At the Hammonds’ original sentencing, the judge noted that they are respected in the community and that imposing the mandatory minimum, 5-year prison sentence would “shock the conscience” and be “grossly disproportionate to the severity” of their conduct.  As a result, the judge imposed significantly lesser sentences.  The previous administration, however, filed an overzealous appeal that resulted in the Hammonds being sentenced to five years in prison.  This was unjust.

Dwight Hammond is now 76 years old and has served approximately three years in prison

The same administration that was against mandatory minimums for its drug dealers and gang members went to court to defend mandatory minimums under the Antiterrorism and Effective Death Penalty Act.

While Obama pardoned drug dealers and locked up ranchers, Trump pardons ranchers and locks up drug dealers.

Both men are currently in prison on five-year sentences, thanks in part to a 1996 antiterrorism law that imposed a mandatory minimum sentence on certain crimes on federal land. The length of their prison terms, in part, fueled outrage at their convictions.

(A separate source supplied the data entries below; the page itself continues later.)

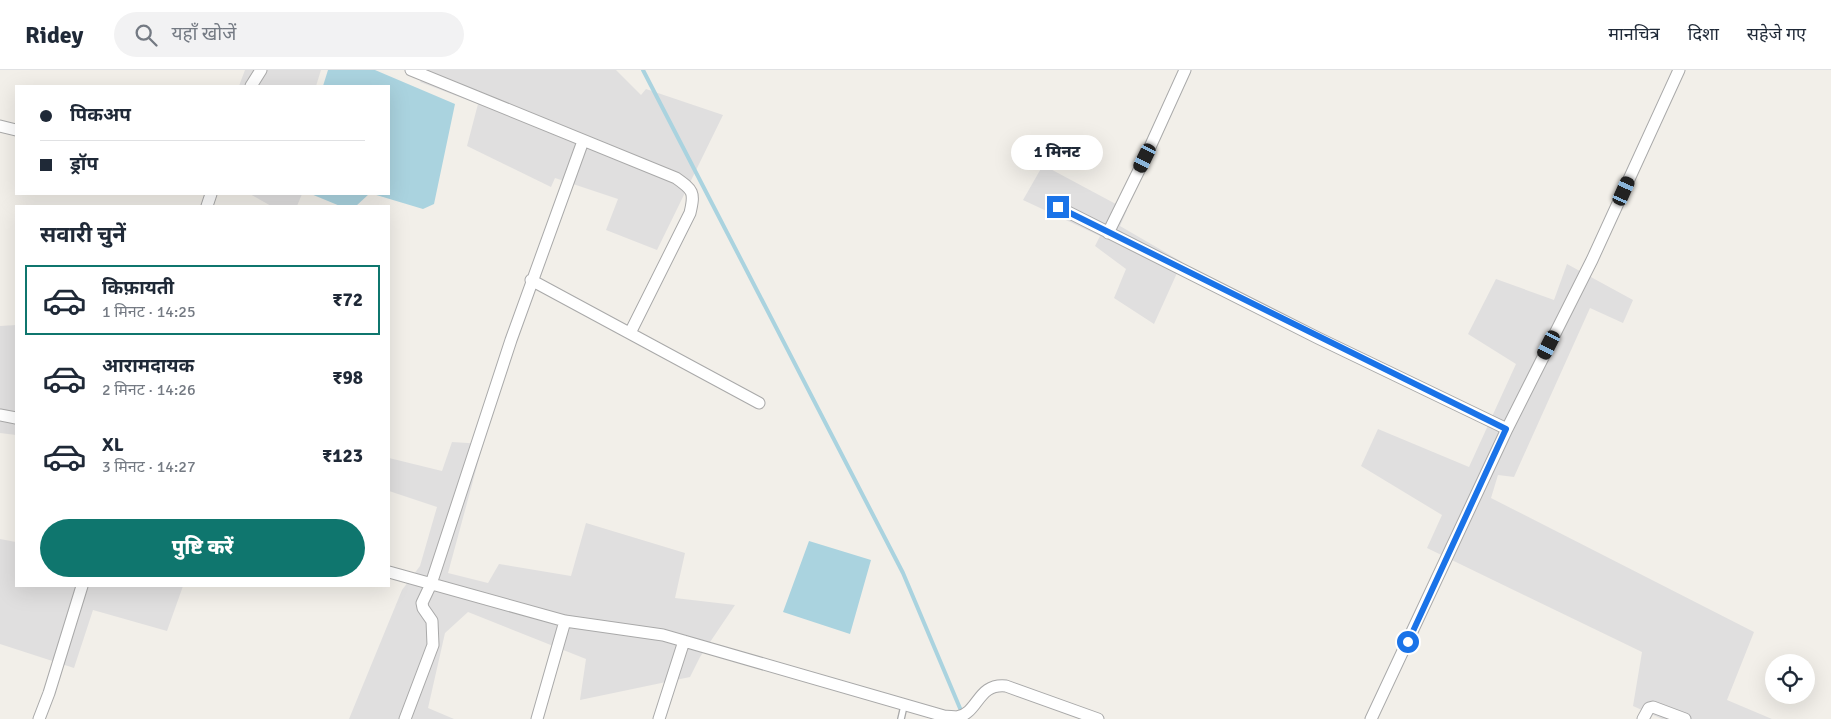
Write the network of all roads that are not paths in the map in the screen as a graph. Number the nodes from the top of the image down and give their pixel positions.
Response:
1 (261, 70) edge
2 (411, 70) edge
3 (1185, 70) edge
4 (1679, 70) edge
5 (252, 85) edge
6 (0, 126) edge
7 (15, 130) edge
8 (583, 141) junction
9 (1058, 207) dead end
10 (1108, 233) junction
11 (531, 280) junction
12 (630, 333) junction
13 (759, 403) dead end
14 (0, 415) edge
15 (15, 418) edge
16 (1506, 429) junction
17 (390, 572) edge
18 (431, 584) junction
19 (82, 587) edge
20 (565, 620) junction
21 (684, 641) junction
22 (904, 706) junction
23 (39, 719) edge
24 (405, 719) edge
25 (537, 719) edge
26 (659, 719) edge
27 (901, 719) edge
28 (1098, 719) edge
29 (1371, 719) edge
30 (1643, 719) edge
31 (1685, 719) edge

1 - 5 street
2 - 8 street
3 - 10 street
4 - 16 street
6 - 7 street
8 - 11 street
8 - 12 street
9 - 10 street
10 - 16 street
11 - 12 street
11 - 18 street
12 - 13 street
14 - 15 street
16 - 29 street
17 - 18 street
18 - 20 street
18 - 24 street
19 - 23 street
20 - 21 street
20 - 25 street
21 - 22 street
21 - 26 street
22 - 27 lane
22 - 28 street
30 - 31 street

Federal Judge Michael Robert Hogan originally gave the Hammonds reduced sentences in 2012, arguing that the mandatory minimums were unjust. But the Obama administration appealed, and federal Judge Ann Aiken in 2015 imposed the full five-year sentences.

Hogan was a Bush appointee who respected the law. Aiken was a Dem fundraiser, her husband was the chair of the Oregon Dem party, appointed by Bill Clinton. Aiken was unqualified for her role, except in the ways that mattered to the Clintons and their Dem allies.

These pardons cleanse another stain from our nation's history in the dark years of Obama.